Material for this exercise:
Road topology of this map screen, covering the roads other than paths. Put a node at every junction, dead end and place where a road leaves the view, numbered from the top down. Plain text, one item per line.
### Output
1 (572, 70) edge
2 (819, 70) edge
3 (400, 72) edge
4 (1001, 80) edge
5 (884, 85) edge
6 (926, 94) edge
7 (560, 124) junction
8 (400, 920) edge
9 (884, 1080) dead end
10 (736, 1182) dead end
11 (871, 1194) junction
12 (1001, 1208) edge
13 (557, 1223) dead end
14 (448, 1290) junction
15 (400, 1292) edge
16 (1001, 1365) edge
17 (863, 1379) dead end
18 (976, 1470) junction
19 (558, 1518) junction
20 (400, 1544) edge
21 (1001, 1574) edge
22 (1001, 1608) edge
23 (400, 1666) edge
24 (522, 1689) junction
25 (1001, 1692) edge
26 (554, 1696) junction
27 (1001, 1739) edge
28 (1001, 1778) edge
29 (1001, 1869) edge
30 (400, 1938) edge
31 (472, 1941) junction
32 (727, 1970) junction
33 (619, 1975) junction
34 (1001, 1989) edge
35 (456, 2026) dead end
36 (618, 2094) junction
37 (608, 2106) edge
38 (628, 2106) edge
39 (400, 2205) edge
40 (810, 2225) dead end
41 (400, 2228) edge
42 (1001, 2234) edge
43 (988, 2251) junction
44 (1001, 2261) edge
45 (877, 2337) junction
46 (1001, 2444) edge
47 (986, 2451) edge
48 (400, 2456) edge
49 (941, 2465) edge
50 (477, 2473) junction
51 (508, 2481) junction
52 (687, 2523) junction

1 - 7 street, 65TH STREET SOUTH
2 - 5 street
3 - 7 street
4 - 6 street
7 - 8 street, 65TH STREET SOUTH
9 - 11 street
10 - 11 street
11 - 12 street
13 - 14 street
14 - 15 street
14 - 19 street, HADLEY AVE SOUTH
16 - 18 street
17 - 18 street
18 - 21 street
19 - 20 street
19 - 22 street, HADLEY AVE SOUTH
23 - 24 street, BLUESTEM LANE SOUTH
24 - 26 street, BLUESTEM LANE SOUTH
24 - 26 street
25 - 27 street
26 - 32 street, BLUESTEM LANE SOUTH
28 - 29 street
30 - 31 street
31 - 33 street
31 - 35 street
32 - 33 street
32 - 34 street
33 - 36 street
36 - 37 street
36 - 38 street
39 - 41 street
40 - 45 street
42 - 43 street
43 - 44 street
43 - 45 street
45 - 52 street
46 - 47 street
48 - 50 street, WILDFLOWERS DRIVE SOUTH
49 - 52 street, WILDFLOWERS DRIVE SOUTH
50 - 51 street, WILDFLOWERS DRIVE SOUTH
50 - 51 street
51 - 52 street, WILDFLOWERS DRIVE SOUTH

Task description:
The entire listing above should be returned exactly as written.

Answer section:
Road topology of this map screen, covering the roads other than paths. Put a node at every junction, dead end and place where a road leaves the view, numbered from the top down. Plain text, one item per line.
### Output
1 (572, 70) edge
2 (819, 70) edge
3 (400, 72) edge
4 (1001, 80) edge
5 (884, 85) edge
6 (926, 94) edge
7 (560, 124) junction
8 (400, 920) edge
9 (884, 1080) dead end
10 (736, 1182) dead end
11 (871, 1194) junction
12 (1001, 1208) edge
13 (557, 1223) dead end
14 (448, 1290) junction
15 (400, 1292) edge
16 (1001, 1365) edge
17 (863, 1379) dead end
18 (976, 1470) junction
19 (558, 1518) junction
20 (400, 1544) edge
21 (1001, 1574) edge
22 (1001, 1608) edge
23 (400, 1666) edge
24 (522, 1689) junction
25 (1001, 1692) edge
26 (554, 1696) junction
27 (1001, 1739) edge
28 (1001, 1778) edge
29 (1001, 1869) edge
30 (400, 1938) edge
31 (472, 1941) junction
32 (727, 1970) junction
33 (619, 1975) junction
34 (1001, 1989) edge
35 (456, 2026) dead end
36 (618, 2094) junction
37 (608, 2106) edge
38 (628, 2106) edge
39 (400, 2205) edge
40 (810, 2225) dead end
41 (400, 2228) edge
42 (1001, 2234) edge
43 (988, 2251) junction
44 (1001, 2261) edge
45 (877, 2337) junction
46 (1001, 2444) edge
47 (986, 2451) edge
48 (400, 2456) edge
49 (941, 2465) edge
50 (477, 2473) junction
51 (508, 2481) junction
52 (687, 2523) junction

1 - 7 street, 65TH STREET SOUTH
2 - 5 street
3 - 7 street
4 - 6 street
7 - 8 street, 65TH STREET SOUTH
9 - 11 street
10 - 11 street
11 - 12 street
13 - 14 street
14 - 15 street
14 - 19 street, HADLEY AVE SOUTH
16 - 18 street
17 - 18 street
18 - 21 street
19 - 20 street
19 - 22 street, HADLEY AVE SOUTH
23 - 24 street, BLUESTEM LANE SOUTH
24 - 26 street, BLUESTEM LANE SOUTH
24 - 26 street
25 - 27 street
26 - 32 street, BLUESTEM LANE SOUTH
28 - 29 street
30 - 31 street
31 - 33 street
31 - 35 street
32 - 33 street
32 - 34 street
33 - 36 street
36 - 37 street
36 - 38 street
39 - 41 street
40 - 45 street
42 - 43 street
43 - 44 street
43 - 45 street
45 - 52 street
46 - 47 street
48 - 50 street, WILDFLOWERS DRIVE SOUTH
49 - 52 street, WILDFLOWERS DRIVE SOUTH
50 - 51 street, WILDFLOWERS DRIVE SOUTH
50 - 51 street
51 - 52 street, WILDFLOWERS DRIVE SOUTH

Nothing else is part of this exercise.